Por Carlos Meza.
Representantes de países
desarrollados expresaron hoy aquí que mantienen la expectativa de
lograr un acuerdo global en la lucha contra el cambio climático, pero
reconocieron que aún hay diferencias para definir su contribución.
El jefe de la delegación de Estados Unidos, Jonathan Pershing,
afirmó que su país "no se quiere quedar fuera del acuerdo" que se
busca alcanzar en la Conferencia de Copenhague de diciembre próximo,
y que por ello trata de que su proceso interno sea más rápido.
En la cita que del 2 al 6 de noviembre se realiza en esta ciudad
del noreste de España y que es preparatoria a la de Copenhague, se
trata de avanzar en los temas pendientes para el acuerdo, entre los
que destaca que los países ricos asuman sus compromisos de reducción
de emisiones de gases de efecto invernadero.

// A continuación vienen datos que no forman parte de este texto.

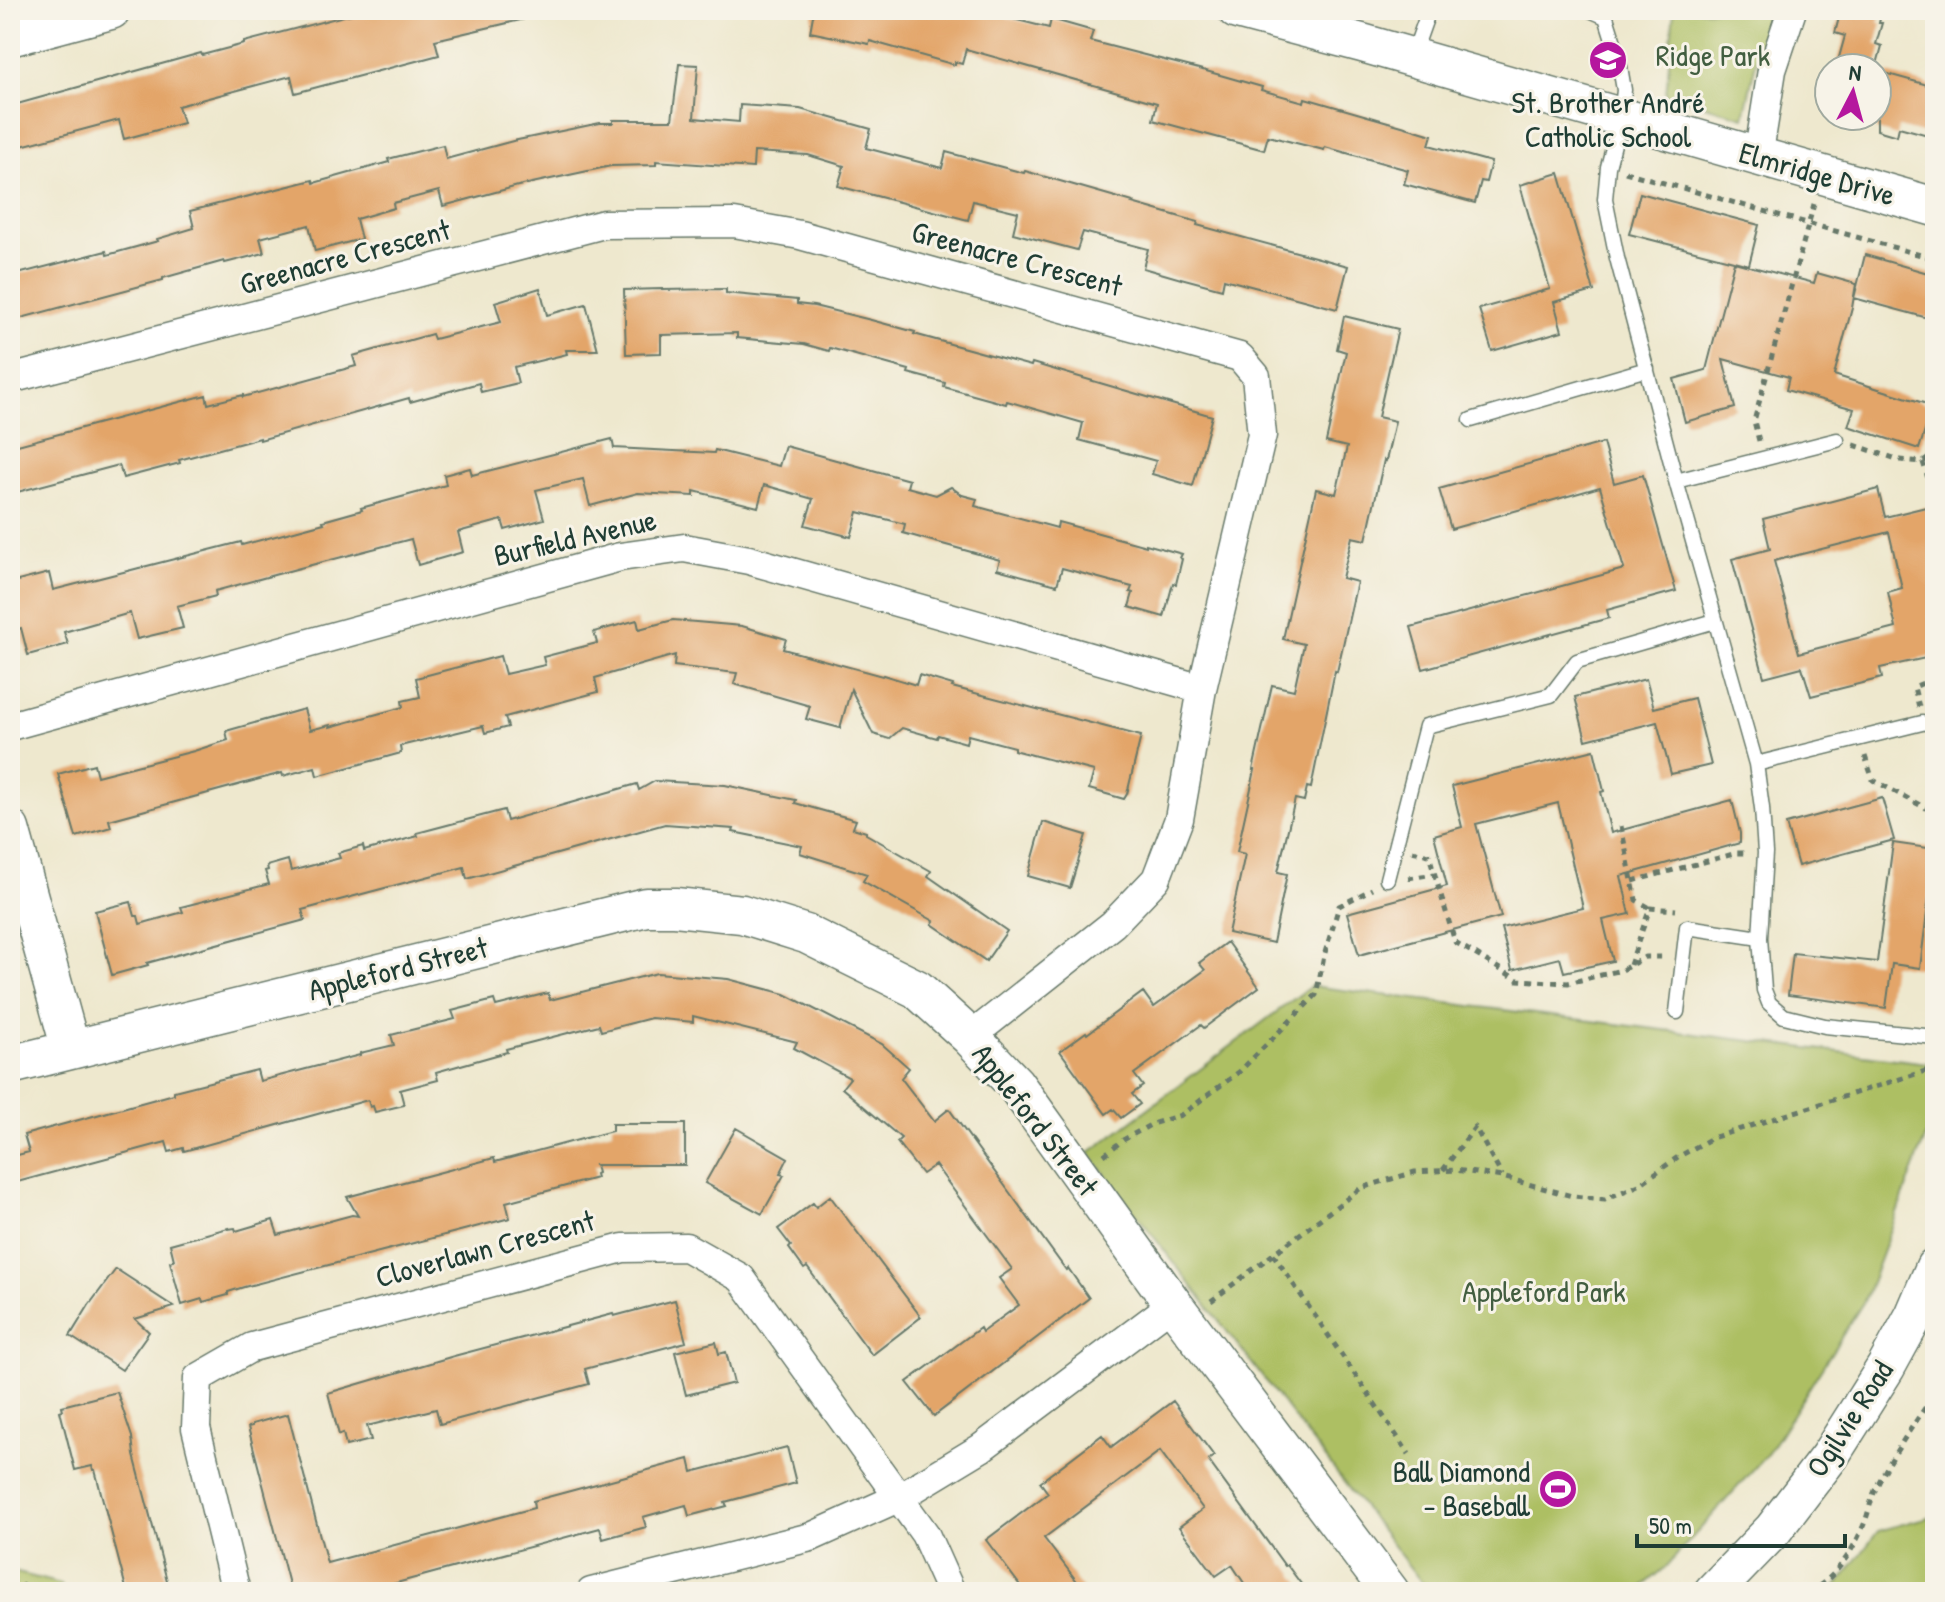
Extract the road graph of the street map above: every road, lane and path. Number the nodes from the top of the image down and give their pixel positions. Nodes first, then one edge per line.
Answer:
1 (1237, 10) edge
2 (1429, 10) edge
3 (1590, 10) edge
4 (1792, 10) edge
5 (91, 13) edge
6 (10, 37) edge
7 (1412, 58) junction
8 (1621, 117) junction
9 (1758, 158) junction
10 (1608, 167) junction
11 (1821, 176) junction
12 (1935, 207) edge
13 (1809, 223) junction
14 (1935, 259) edge
15 (1647, 369) junction
16 (10, 379) edge
17 (1471, 420) dead end
18 (1837, 440) joint
19 (1935, 454) edge
20 (1763, 459) junction
21 (1923, 462) junction
22 (1676, 481) junction
23 (1935, 501) edge
24 (1715, 621) junction
25 (1935, 678) edge
26 (1202, 689) junction
27 (1922, 723) joint
28 (10, 726) edge
29 (1859, 739) junction
30 (1756, 764) junction
31 (1935, 813) edge
32 (1621, 826) dead end
33 (10, 829) edge
34 (1395, 846) junction
35 (1765, 853) junction
36 (1435, 874) junction
37 (1392, 880) joint
38 (1633, 881) junction
39 (1374, 889) dead end
40 (1650, 908) junction
41 (1695, 928) junction
42 (1760, 938) junction
43 (1684, 958) junction
44 (1629, 966) junction
45 (1677, 1012) dead end
46 (970, 1037) junction
47 (1935, 1037) edge
48 (71, 1050) junction
49 (10, 1065) edge
50 (1935, 1068) edge
51 (1443, 1171) junction
52 (1079, 1173) junction
53 (1502, 1177) junction
54 (1273, 1254) junction
55 (1935, 1267) edge
56 (1180, 1312) junction
57 (1935, 1393) edge
58 (1409, 1454) dead end
59 (900, 1497) junction
60 (10, 1582) edge
61 (47, 1592) edge
62 (236, 1592) edge
63 (591, 1592) edge
64 (951, 1592) edge
65 (1390, 1592) edge
66 (1713, 1592) edge
67 (1809, 1592) edge

1 - 7 street, Elmridge Drive
2 - 7 lane
3 - 8 lane
4 - 9 street
5 - 6 street
7 - 8 street, Elmridge Drive
8 - 9 street, Elmridge Drive
8 - 10 lane
9 - 11 street, Elmridge Drive
10 - 13 path
10 - 15 lane
11 - 12 street, Elmridge Drive
11 - 13 path
13 - 14 path
13 - 20 path
15 - 17 lane
15 - 22 lane
16 - 26 street, Greenacre Crescent
18 - 20 lane
18 - 21 path
19 - 21 path
20 - 22 lane
21 - 23 path
22 - 24 lane
24 - 30 lane
24 - 34 lane
25 - 27 path
26 - 28 street, Burfield Avenue
26 - 46 street, Greenacre Crescent
27 - 29 lane
29 - 30 lane
29 - 31 path
30 - 35 lane
32 - 38 path
33 - 48 street
34 - 36 path
34 - 37 lane
35 - 38 path
35 - 42 lane
36 - 37 path
36 - 44 path
38 - 40 path
39 - 52 path
40 - 41 path
40 - 44 path
41 - 42 lane
41 - 43 lane
42 - 47 lane
43 - 44 path
43 - 45 lane
46 - 48 street, Appleford Street
46 - 52 street, Appleford Street
48 - 49 street, Appleford Street
50 - 53 path
51 - 53 path
51 - 53 path
51 - 54 path
52 - 56 street, Appleford Street
54 - 56 path
54 - 58 path
55 - 66 street, Ogilvie Road
56 - 59 street
56 - 65 street, Appleford Street
57 - 67 path
59 - 62 street, Cloverlawn Crescent
59 - 63 street
59 - 64 street
60 - 61 path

Asimismo, los países desarrollados deben definir el
financiamiento para los programas de adaptación y mitigación del
cambio climático en los países en vías de desarrollo, todo lo cual
debería quedar aprobado en Copenhague.
Pershing reconoció que "quedan sólo 34 días (para la conferencia
en la capital danesa) y mucho trabajo por hacer, pero también hay que
reconocer que en Estados Unidos este proceso se mueve más que hace un
año", al ser éste un tema de interés del gobierno del presidente
Barack Obama.
Recordó que la ley propuesta por el gobierno para aplicar una
política definida contra el cambio climático se encuentra en el
Senado, y que además se plantean medidas internas, más las acciones
de los estados.
Asimismo, el funcionario estadunidense reconoció los esfuerzos
de China para limitar el aumento de las emisiones de gases de efecto
invernadero, con planes de energías renovables y política sobre el
carbono.
Por su parte, el ministro de Medio Ambiente de Suecia, Andreas
Carlgren, dijo que hay avances importantes entre los países
desarrollados, y que la Unión Europea (UE) defenderá sus propuestas
para tratar que el acuerdo en Copenhague sea ambicioso.

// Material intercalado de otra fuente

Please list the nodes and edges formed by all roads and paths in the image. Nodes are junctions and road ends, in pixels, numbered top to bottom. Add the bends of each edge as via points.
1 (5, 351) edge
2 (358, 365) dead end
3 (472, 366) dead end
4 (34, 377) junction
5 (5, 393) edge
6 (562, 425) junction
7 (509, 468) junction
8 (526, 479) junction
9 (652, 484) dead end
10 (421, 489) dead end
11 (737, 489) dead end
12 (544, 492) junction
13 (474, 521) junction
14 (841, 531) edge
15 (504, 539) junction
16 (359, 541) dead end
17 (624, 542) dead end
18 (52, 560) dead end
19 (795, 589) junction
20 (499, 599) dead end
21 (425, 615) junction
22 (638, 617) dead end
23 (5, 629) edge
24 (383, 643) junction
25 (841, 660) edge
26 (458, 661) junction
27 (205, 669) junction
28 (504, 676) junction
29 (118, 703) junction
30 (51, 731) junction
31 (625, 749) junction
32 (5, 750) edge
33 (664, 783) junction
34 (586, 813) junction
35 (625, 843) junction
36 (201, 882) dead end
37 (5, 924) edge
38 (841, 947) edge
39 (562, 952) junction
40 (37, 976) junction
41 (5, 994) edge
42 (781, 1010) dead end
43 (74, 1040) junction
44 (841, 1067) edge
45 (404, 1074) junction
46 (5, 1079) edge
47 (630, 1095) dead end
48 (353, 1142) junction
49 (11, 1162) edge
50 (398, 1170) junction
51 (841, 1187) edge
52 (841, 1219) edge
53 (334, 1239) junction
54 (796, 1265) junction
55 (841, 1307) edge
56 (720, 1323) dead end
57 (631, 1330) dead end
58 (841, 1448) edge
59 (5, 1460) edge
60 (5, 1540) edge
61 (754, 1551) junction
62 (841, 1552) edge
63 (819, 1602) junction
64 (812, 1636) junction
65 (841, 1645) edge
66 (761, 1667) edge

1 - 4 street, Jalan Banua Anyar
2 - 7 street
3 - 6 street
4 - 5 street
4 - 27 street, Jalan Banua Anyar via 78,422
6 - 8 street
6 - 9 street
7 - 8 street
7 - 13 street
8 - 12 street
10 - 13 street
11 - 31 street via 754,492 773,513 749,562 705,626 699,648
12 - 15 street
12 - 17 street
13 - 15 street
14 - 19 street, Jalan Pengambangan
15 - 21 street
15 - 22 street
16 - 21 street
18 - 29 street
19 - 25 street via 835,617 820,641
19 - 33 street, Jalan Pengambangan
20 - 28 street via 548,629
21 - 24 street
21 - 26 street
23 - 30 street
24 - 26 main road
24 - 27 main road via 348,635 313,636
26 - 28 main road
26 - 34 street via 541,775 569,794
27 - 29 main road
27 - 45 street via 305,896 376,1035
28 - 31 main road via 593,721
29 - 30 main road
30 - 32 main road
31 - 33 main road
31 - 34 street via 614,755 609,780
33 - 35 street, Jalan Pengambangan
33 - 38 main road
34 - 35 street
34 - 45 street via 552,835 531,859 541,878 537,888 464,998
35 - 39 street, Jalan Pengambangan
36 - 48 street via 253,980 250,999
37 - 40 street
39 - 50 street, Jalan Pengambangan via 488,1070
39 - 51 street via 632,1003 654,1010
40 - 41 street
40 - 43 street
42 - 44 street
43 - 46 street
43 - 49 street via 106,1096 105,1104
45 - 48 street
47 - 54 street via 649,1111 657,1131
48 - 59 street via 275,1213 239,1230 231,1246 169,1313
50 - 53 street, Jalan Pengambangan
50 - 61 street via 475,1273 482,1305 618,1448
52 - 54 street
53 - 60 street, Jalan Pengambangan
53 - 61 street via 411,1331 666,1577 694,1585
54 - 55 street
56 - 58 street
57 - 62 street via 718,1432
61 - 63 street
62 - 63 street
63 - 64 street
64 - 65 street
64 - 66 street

No obstante, sostuvo que los países desarrollados aún deben
mostrar su liderazgo en este proceso, ya que se busca que ese acuerdo
de Copenhague sea ambicioso, vinculante y que tome medidas
inmediatas.
Recordó que la semana pasada la UE (presidida por su país este
semestre) adoptó medidas, como la propuesta de reducir sus emisiones
en 2050 al 20 por ciento respecto al nivel de 1990, aunque podría ser
de 30 por ciento si otros países ricos asumen sus compromisos.

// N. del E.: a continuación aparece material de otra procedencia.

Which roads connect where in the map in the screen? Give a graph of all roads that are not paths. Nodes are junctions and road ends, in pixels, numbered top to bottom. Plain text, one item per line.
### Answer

Aclaró que la UE respaldará que sea de un 80 por ciento si la
totalidad de países ricos adoptan sus compromisos y los países en
vías de desarrollo también presentan planes de limitación de aumento
de emisiones.
Sobre el financiamiento, apoyó que del total de 100 mil millones
de euros (unos 145 mil millones de dólares) que anualmente
necesitarán los países en vías de desarrollo al año 2020, entre 22
mil millones y 50 mil millones de euros (32 mil millones y 74 mil
millones de dólares), sean de aportación pública de los países ricos.
A estas cifras, se añadirían entre cinco mil millones y siete
mil millones de euros (entre siete mil millones y 10 mil millones de
dólares) aportados después de Copenhague y antes de 2012, todo ello a
manera de propuesta.
Carlgren expuso que un 20 por ciento de reducción de emisiones
es seguro que se logre por parte del bloque.
El jefe negociador de Cambio Climático de la Comisión Europea
(CE), Artur Runge-Metzger, anunció que en breve se conocerán los
datos de reducción de emisiones por país de la UE, y a partir de ello
se definirán las medidas adicionales que se deben tomar.
Por su parte, la ministra de Medio Ambiente de Dinamarca, Connie
Hedegaard, expresó su deseo de que en Copenhague se pueda destacar el
papel de Estados Unidos para tratar de llegar al acuerdo global.
Como ministra anfitriona a la conferencia de diciembre que ella
misma presidirá, pidió a los delegados tratar de avanzar lo más
posible para que los jefes de las delegaciones nacionales puedan
tomar las decisiones correctas en Copenhague.